■ Records provided:
※ ※ ※
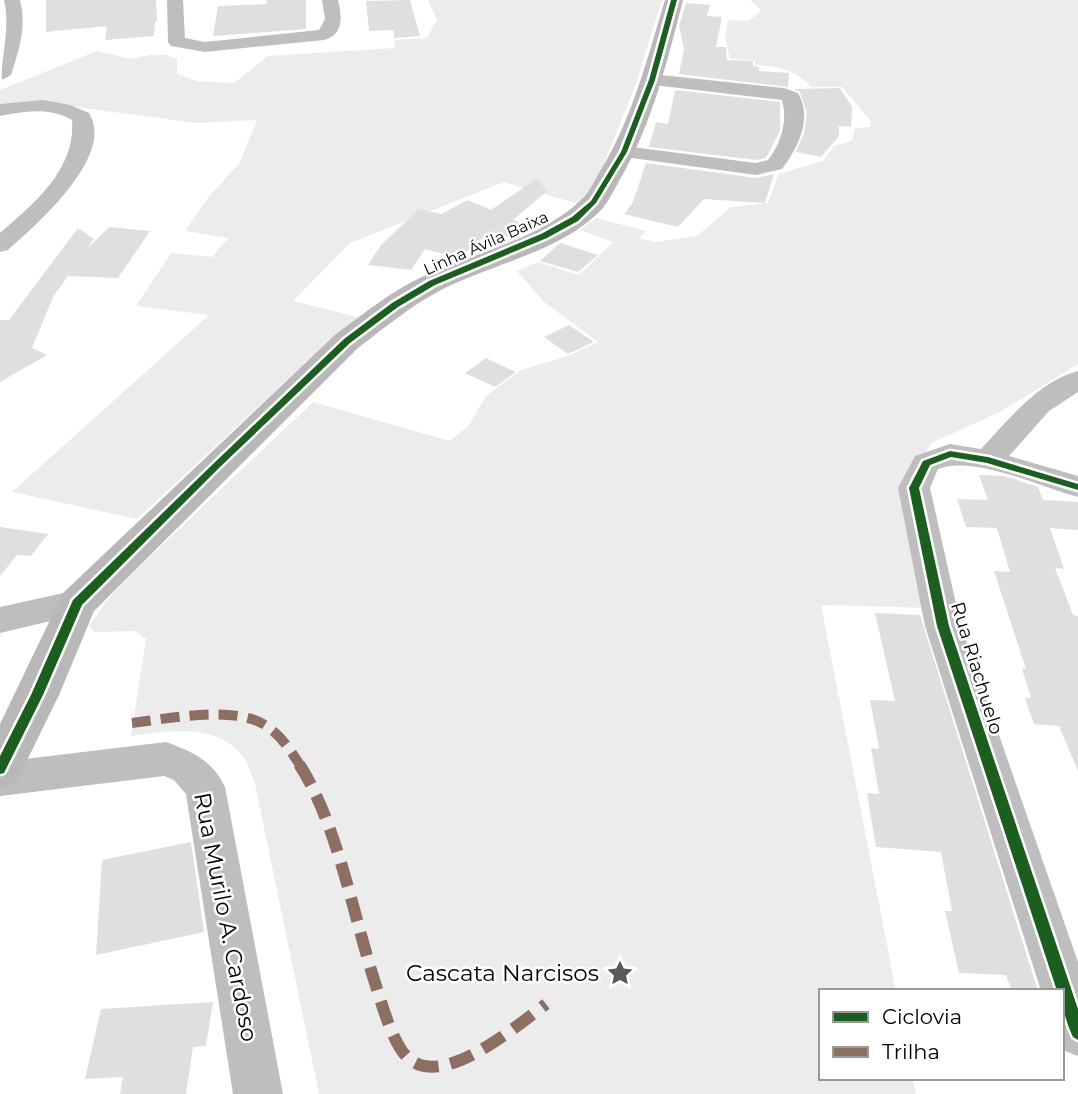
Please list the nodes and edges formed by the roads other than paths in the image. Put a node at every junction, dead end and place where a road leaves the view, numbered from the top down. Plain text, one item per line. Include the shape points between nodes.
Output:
1 (12, 0) edge
2 (175, 0) edge
3 (330, 0) edge
4 (674, 0) edge
5 (2, 75) dead end
6 (652, 80) junction
7 (0, 110) edge
8 (624, 152) junction
9 (0, 245) edge
10 (1078, 379) edge
11 (988, 460) junction
12 (1078, 487) edge
13 (77, 603) junction
14 (0, 620) edge
15 (0, 769) edge
16 (0, 779) edge
17 (1064, 989) edge
18 (1064, 990) edge
19 (1078, 1032) edge
20 (258, 1094) edge

1 - 5 street via 16,29
2 - 3 street via 177,42 205,47 324,35 334,23
4 - 6 street, Linha Ávila Baixa
6 - 8 street, Linha Ávila Baixa
6 - 8 street via 791,97 795,108 789,141 775,164 756,169
7 - 9 street via 42,106 71,110 82,117 86,130 84,146 60,187
8 - 13 street, Linha Ávila Baixa via 594,202 575,219 432,283 347,341
10 - 11 street via 1039,405
11 - 12 street, Rua Riachuelo
11 - 17 street, Rua Riachuelo via 950,454 926,463 914,488 943,626
13 - 14 street
13 - 15 street
16 - 20 street, Rua Murilo A. Cardoso via 166,759 188,768 205,787
18 - 19 street, Rua Riachuelo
※ ※ ※
■ Assigned task: Reprint all the data above verbatim, excluding pictures.

■ Task solution:
Please list the nodes and edges formed by the roads other than paths in the image. Put a node at every junction, dead end and place where a road leaves the view, numbered from the top down. Plain text, one item per line. Include the shape points between nodes.
Output:
1 (12, 0) edge
2 (175, 0) edge
3 (330, 0) edge
4 (674, 0) edge
5 (2, 75) dead end
6 (652, 80) junction
7 (0, 110) edge
8 (624, 152) junction
9 (0, 245) edge
10 (1078, 379) edge
11 (988, 460) junction
12 (1078, 487) edge
13 (77, 603) junction
14 (0, 620) edge
15 (0, 769) edge
16 (0, 779) edge
17 (1064, 989) edge
18 (1064, 990) edge
19 (1078, 1032) edge
20 (258, 1094) edge

1 - 5 street via 16,29
2 - 3 street via 177,42 205,47 324,35 334,23
4 - 6 street, Linha Ávila Baixa
6 - 8 street, Linha Ávila Baixa
6 - 8 street via 791,97 795,108 789,141 775,164 756,169
7 - 9 street via 42,106 71,110 82,117 86,130 84,146 60,187
8 - 13 street, Linha Ávila Baixa via 594,202 575,219 432,283 347,341
10 - 11 street via 1039,405
11 - 12 street, Rua Riachuelo
11 - 17 street, Rua Riachuelo via 950,454 926,463 914,488 943,626
13 - 14 street
13 - 15 street
16 - 20 street, Rua Murilo A. Cardoso via 166,759 188,768 205,787
18 - 19 street, Rua Riachuelo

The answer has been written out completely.